Data entries
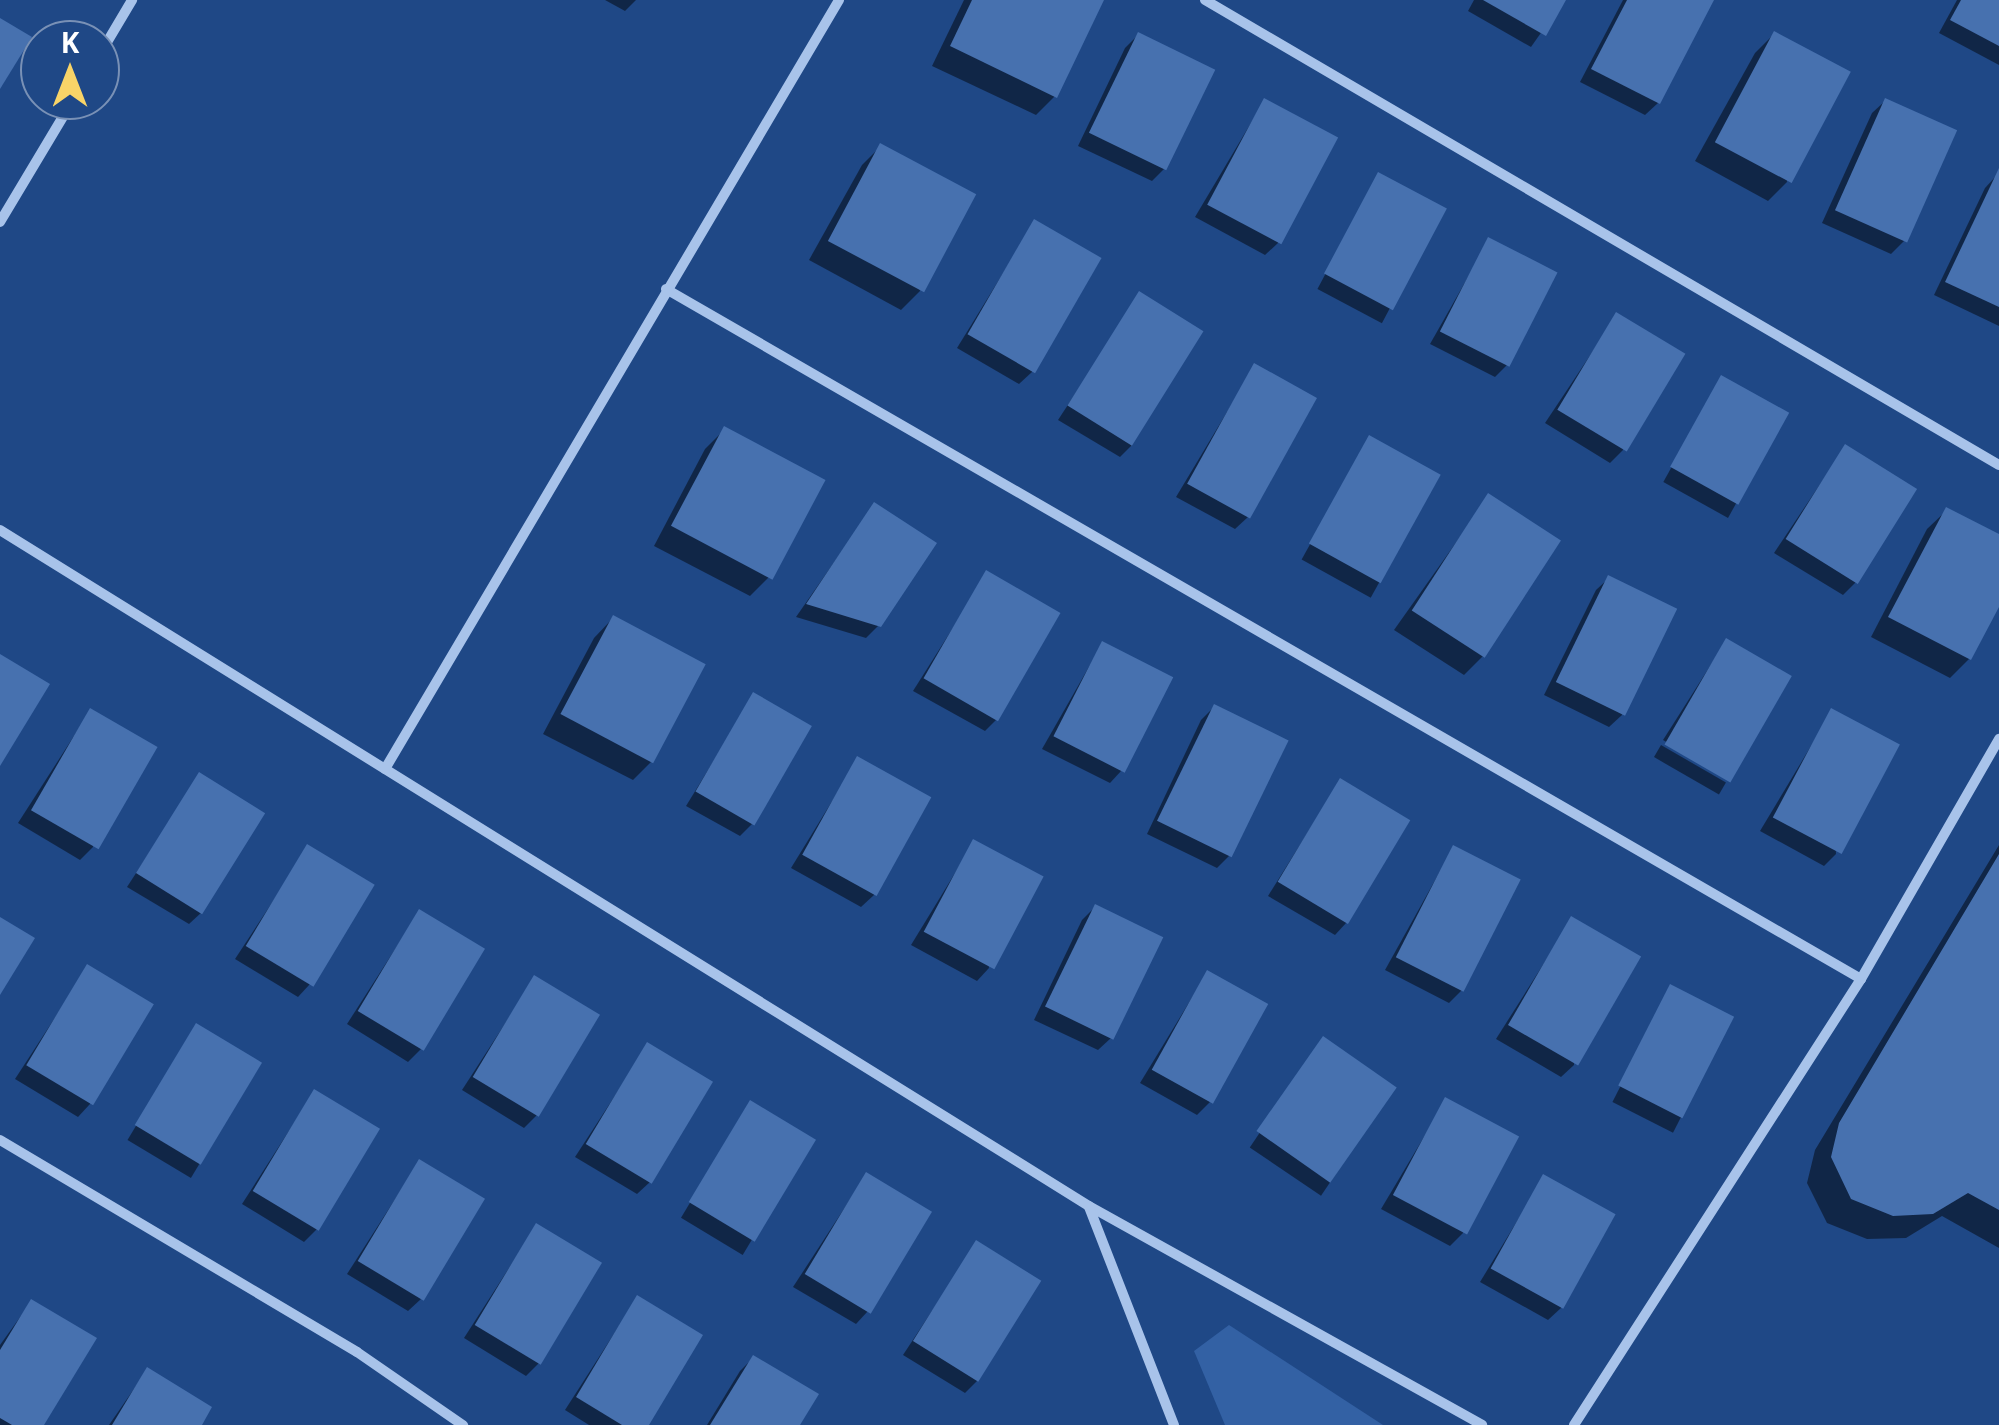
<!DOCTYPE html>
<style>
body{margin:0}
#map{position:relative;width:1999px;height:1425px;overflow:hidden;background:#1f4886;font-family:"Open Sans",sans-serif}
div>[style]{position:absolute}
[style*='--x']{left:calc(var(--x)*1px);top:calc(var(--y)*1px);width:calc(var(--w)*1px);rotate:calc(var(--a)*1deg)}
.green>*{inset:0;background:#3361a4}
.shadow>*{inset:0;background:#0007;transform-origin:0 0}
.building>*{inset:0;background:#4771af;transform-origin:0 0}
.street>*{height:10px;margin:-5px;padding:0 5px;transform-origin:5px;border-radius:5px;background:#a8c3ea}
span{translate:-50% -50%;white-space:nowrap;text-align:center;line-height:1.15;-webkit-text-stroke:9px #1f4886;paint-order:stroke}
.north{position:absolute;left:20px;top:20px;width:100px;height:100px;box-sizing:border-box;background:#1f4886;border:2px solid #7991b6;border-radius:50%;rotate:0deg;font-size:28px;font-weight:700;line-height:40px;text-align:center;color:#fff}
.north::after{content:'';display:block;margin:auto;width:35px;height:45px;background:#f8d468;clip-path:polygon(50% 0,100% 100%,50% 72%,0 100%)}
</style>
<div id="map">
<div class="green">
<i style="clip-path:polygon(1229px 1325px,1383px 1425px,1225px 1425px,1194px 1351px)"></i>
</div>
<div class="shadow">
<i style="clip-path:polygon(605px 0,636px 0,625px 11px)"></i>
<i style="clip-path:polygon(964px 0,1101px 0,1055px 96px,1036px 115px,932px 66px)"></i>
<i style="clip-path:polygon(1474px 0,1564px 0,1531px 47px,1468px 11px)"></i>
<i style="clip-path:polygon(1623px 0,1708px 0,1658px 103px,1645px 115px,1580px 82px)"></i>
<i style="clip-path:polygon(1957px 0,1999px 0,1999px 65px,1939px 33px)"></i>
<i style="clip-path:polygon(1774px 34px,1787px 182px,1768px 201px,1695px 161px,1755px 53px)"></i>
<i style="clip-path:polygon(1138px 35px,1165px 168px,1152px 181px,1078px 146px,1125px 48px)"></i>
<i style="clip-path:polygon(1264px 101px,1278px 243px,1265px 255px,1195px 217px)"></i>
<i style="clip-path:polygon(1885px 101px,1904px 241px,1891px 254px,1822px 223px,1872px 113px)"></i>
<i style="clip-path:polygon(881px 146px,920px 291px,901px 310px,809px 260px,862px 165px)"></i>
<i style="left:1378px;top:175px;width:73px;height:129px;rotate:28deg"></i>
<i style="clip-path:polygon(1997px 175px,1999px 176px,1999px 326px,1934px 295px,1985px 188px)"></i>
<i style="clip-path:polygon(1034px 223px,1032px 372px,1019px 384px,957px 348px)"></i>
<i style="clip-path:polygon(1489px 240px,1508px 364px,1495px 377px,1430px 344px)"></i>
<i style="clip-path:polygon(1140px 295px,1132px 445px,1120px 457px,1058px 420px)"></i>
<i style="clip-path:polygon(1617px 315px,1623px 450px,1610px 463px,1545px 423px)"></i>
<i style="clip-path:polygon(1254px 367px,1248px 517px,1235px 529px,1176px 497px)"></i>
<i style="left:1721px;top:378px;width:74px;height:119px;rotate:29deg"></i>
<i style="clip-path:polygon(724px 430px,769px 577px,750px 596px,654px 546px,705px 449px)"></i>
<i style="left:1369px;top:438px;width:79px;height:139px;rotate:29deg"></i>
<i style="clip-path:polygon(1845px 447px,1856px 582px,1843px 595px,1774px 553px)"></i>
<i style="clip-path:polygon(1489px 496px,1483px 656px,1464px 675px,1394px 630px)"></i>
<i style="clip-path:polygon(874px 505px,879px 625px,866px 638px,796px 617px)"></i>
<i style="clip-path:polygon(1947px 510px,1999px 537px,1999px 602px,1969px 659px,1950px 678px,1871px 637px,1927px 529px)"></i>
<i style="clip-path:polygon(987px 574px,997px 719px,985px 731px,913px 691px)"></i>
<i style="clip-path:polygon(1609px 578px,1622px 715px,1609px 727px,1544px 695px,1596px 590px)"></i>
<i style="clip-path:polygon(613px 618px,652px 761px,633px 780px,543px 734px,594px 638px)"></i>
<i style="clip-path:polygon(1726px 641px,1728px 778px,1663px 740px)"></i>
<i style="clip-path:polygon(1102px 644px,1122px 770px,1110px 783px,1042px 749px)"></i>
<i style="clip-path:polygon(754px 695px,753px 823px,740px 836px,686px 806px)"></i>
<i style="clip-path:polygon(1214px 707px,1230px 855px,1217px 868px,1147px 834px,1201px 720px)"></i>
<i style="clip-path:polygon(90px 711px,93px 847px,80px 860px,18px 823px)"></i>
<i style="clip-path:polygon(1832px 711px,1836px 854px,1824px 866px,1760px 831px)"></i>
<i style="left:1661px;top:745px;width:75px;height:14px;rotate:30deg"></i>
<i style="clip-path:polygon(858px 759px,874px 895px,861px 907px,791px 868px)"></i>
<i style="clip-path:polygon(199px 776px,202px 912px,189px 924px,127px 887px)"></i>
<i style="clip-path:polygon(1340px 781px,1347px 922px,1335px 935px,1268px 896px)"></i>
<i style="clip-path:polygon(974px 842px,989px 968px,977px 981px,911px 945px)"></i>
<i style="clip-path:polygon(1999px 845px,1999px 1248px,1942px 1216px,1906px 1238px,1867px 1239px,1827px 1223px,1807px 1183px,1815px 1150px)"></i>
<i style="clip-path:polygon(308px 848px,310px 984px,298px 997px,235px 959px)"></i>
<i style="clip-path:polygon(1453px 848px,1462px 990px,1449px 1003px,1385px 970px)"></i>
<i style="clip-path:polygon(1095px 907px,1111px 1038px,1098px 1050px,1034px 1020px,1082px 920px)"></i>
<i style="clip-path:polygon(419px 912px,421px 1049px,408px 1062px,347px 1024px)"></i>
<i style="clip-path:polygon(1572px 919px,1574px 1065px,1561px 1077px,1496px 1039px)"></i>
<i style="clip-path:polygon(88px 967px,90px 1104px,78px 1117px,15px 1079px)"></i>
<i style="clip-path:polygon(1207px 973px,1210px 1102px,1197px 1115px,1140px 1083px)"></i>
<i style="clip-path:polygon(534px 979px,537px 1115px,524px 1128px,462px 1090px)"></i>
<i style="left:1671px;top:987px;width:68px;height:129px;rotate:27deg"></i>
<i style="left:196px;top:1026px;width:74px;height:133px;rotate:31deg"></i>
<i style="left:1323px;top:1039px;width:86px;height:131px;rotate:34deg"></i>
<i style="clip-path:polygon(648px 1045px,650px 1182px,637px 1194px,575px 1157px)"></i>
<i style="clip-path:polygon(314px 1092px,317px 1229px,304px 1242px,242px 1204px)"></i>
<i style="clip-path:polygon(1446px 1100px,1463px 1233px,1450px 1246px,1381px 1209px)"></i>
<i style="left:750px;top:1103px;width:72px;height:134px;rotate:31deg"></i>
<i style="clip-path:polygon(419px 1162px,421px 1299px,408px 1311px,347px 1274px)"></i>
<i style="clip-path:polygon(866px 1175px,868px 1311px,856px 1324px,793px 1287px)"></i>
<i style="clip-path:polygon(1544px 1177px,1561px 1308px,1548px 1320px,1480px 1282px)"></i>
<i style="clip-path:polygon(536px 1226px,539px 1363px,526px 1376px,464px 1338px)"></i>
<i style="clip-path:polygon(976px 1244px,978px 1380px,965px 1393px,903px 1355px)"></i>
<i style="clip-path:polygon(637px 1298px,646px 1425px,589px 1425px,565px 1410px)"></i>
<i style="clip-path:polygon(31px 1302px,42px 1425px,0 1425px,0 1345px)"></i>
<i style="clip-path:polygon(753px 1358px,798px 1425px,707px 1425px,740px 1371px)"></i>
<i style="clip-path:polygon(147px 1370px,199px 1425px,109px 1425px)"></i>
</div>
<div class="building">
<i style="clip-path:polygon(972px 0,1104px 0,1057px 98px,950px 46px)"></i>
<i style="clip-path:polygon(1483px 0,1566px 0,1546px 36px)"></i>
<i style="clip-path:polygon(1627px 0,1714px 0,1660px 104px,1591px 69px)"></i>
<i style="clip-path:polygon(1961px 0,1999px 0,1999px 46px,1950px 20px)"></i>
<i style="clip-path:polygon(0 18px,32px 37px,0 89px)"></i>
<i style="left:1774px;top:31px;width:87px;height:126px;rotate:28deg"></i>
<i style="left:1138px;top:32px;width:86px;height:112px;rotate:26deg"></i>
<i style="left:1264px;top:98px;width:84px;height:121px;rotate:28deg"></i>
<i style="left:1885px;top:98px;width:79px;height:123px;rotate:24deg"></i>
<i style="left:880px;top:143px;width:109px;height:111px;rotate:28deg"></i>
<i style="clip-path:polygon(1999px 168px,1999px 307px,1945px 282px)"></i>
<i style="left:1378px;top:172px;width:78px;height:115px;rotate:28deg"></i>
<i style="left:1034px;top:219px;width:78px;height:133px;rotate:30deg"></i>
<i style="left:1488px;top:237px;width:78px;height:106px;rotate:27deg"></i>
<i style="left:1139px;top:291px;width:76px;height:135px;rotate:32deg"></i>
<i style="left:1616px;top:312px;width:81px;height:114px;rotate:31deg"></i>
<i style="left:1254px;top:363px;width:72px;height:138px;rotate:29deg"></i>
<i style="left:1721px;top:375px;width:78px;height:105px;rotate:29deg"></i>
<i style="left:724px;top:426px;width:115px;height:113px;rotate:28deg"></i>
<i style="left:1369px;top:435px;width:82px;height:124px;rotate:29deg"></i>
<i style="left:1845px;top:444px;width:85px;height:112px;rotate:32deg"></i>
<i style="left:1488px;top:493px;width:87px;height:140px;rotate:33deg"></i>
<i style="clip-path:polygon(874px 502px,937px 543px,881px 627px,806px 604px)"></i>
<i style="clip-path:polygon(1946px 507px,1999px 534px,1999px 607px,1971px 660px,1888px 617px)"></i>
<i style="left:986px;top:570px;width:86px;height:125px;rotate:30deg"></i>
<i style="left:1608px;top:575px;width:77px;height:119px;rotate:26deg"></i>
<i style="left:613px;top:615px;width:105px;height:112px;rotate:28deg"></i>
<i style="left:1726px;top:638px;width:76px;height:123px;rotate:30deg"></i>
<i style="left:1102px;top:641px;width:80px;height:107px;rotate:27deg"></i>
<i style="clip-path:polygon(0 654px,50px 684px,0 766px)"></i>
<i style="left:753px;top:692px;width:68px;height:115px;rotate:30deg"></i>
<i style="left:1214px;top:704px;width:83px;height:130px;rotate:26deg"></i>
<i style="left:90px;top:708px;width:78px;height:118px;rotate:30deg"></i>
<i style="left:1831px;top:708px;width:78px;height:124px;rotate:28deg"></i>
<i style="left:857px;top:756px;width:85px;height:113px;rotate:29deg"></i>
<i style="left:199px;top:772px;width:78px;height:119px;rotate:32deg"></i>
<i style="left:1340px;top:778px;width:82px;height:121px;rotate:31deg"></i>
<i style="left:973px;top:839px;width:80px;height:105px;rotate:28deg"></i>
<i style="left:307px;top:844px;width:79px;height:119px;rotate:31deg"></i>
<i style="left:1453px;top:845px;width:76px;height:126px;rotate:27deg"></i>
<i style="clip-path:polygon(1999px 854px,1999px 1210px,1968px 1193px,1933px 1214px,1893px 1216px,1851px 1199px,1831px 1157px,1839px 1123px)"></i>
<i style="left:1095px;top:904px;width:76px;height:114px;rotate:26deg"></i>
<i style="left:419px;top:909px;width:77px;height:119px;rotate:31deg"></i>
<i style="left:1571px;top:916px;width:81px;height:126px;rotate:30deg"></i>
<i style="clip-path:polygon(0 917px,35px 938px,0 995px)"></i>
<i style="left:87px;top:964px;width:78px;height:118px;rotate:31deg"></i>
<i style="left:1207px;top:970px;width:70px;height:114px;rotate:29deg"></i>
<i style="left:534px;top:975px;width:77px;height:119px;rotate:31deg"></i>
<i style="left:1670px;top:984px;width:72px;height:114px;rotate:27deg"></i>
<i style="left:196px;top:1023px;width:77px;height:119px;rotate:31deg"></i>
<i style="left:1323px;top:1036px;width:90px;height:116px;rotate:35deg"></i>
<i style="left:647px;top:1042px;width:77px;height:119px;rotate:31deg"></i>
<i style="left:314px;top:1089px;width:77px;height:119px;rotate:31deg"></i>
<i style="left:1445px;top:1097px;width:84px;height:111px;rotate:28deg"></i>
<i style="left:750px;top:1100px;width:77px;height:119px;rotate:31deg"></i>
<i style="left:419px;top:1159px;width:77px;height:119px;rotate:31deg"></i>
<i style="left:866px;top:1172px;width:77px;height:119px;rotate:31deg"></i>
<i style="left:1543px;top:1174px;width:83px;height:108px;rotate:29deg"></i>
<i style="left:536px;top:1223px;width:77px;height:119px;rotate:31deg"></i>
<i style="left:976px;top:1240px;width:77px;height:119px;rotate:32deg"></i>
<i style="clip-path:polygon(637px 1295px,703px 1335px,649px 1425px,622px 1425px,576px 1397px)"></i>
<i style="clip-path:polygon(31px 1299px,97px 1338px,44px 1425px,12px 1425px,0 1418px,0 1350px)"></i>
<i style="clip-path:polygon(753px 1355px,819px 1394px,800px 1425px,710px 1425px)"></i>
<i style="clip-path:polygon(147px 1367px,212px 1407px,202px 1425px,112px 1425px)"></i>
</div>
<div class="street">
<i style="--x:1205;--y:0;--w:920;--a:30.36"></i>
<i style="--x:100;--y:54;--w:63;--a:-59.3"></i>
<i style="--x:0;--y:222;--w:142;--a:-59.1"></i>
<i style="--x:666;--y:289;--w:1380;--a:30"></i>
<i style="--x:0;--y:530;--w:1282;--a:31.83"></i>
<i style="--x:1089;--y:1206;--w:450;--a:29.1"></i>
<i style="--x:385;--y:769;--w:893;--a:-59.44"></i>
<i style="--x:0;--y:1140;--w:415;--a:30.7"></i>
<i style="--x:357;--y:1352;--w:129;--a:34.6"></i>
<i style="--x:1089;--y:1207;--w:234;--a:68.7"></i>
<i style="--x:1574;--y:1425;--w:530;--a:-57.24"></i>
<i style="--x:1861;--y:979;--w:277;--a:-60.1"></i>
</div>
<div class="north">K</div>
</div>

_Exercise_
Show all lines above holding the word "shadow".

_Response to this exercise_
.shadow>*{inset:0;background:#0007;transform-origin:0 0}
<div class="shadow">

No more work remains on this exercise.